Jasper Johns in his studio at Riverside Drive, New York, with the present work and According to What, 1964. Photo © Bob Adelman. Art © Jasper Johns/Licensed by VAGA, New York, NY
“My work is largely concerned with relations between seeing and knowing, seeing and saying, seeing and believing. Preconceptions which are a sort of ‘knowing’ may be placed in doubt or may be affirmed by seeing.”
Jasper Johns in 1965, quoted in: Kirk Varnedoe, ed., Jasper Johns: Writings, Sketchbook Notes, Interviews, New York, 1996, p.122

A psychologically complex investigation into the paradoxical nature of representation, Evian stands as an early manifesto of Jasper Johns’ defining conceptual project. The rich, nearly six-foot composition of Evian brings together a range of pictorial elements from previous works that connect it to monumental masterpieces from the same year, such as According to What and Watchman, the latter of which belongs to The Broad, Los Angeles. Executed in 1964, Evian dates to one of the most pivotal years in Johns’ career—that year, the Jewish Museum in New York presented a major retrospective of the first ten years of his artistic practice, bringing him international recognition and widespread critical acclaim.
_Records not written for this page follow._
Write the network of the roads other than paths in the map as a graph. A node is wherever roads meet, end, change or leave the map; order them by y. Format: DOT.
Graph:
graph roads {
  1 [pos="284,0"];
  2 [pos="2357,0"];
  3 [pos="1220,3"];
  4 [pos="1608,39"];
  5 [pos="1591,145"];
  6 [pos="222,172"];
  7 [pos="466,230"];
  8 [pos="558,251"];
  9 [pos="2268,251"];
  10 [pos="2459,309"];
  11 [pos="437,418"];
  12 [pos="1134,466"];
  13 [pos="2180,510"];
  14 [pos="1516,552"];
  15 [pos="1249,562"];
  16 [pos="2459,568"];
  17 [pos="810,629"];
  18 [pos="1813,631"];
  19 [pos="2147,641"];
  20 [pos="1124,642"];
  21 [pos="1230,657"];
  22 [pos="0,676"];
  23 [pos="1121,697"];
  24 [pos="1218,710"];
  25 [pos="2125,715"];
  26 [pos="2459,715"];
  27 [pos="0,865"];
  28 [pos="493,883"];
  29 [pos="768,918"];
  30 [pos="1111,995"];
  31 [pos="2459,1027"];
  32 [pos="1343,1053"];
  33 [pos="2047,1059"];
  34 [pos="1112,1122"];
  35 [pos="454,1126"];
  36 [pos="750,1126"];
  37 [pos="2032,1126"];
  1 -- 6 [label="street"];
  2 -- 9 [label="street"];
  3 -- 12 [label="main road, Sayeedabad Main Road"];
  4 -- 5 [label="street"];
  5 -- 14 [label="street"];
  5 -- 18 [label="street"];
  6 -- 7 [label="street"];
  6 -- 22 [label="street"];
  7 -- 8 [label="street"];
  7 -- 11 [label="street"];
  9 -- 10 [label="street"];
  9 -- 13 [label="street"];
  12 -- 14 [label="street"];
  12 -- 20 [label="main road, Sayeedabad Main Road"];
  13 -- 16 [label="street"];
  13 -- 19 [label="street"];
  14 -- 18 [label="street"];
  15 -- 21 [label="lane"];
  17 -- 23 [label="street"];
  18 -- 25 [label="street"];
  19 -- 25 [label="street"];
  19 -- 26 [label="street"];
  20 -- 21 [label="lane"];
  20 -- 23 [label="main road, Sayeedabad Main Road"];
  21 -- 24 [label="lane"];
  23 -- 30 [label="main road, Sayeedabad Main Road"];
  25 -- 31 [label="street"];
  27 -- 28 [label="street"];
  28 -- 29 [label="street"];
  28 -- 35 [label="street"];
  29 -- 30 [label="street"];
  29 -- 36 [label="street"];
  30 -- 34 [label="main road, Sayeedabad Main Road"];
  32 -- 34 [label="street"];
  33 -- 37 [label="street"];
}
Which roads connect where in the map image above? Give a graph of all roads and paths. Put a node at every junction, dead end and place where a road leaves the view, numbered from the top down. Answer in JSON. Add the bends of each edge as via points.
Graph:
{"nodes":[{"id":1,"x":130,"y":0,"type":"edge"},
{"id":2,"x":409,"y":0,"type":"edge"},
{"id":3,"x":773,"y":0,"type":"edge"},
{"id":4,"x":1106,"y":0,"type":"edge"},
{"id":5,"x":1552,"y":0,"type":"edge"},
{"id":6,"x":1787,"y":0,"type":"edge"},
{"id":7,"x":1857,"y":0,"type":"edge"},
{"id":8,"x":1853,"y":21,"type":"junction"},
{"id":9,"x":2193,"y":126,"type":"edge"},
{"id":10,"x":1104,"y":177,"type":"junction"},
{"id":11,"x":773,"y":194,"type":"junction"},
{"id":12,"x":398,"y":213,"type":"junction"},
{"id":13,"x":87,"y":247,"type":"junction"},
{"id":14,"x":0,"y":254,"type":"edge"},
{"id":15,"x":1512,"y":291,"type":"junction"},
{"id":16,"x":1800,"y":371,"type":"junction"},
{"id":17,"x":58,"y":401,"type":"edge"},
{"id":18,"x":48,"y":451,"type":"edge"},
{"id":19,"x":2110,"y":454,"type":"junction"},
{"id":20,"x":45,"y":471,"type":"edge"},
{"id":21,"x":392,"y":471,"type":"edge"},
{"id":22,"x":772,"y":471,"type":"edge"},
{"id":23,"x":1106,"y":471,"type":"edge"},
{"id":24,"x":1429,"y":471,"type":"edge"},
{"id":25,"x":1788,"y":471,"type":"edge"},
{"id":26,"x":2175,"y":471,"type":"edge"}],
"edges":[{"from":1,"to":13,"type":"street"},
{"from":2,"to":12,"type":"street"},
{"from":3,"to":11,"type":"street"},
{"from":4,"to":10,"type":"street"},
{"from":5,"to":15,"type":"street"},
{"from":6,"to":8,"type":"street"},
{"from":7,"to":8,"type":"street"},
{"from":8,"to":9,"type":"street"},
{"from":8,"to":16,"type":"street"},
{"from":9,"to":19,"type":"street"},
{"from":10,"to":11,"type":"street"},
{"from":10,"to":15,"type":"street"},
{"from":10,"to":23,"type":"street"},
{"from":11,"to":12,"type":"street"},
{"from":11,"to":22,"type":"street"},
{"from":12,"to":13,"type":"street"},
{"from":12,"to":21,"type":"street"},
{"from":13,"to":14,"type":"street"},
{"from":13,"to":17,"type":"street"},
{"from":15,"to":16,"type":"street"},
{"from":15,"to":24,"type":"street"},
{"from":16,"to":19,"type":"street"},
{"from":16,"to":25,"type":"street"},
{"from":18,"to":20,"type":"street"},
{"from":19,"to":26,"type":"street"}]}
Left: Willem de Kooning, Door to the River, 1960. Whitney Museum of American Art, New York. Art © The Willem de Kooning Foundation/ Artists Rights Society (ARS), New York. Right: Robert Rauschenberg, Estate, 1963. Philadelphia Museum of Art. Image © Philadelphia Museum of Art / Gift of the Friends of the Philadelphia Museum of Art, 1967 / Bridgeman Images. Art © 2024 Robert Rauschenberg Foundation
Roy Lichtenstein pictured with the present work, installed at Leo Castelli Gallery, New York, January 1966. Photo © Bob Adelman. Art © Jasper Johns/Licensed by VAGA, New York, NY

Further testament to Evian’s significance within Johns' oeuvre, paintings from the early 1960s that share motifs with the present work are held in prestigious institutional collections, among them The Broad, Los Angeles; The Museum of Modern Art and The Whitney Museum of American Art, New York; The Menil Collection, Houston; and Museum Ludwig, Cologne. Evian has been held in the same family collection for the last six decades – having been acquired in 1966 from Galerie Ileana Sonnabend, Paris – during which time it has been exhibited widely at a number of significant institutions, including the Art Institute of Chicago; the Institute of Contemporary Art, Boston; Fondation Maeght, Saint-Paul de Vence; and Musée d’Art Moderne de la Ville de Paris. Here, the interplay between found objects, referential signifiers, and a rich painterly surface unites Johns’ early Pop vocabulary with a gestural commentary on Abstract Expressionism, encapsulating his foundational conceptual considerations that have cemented Johns’ place among the foremost American artists of the twentieth century.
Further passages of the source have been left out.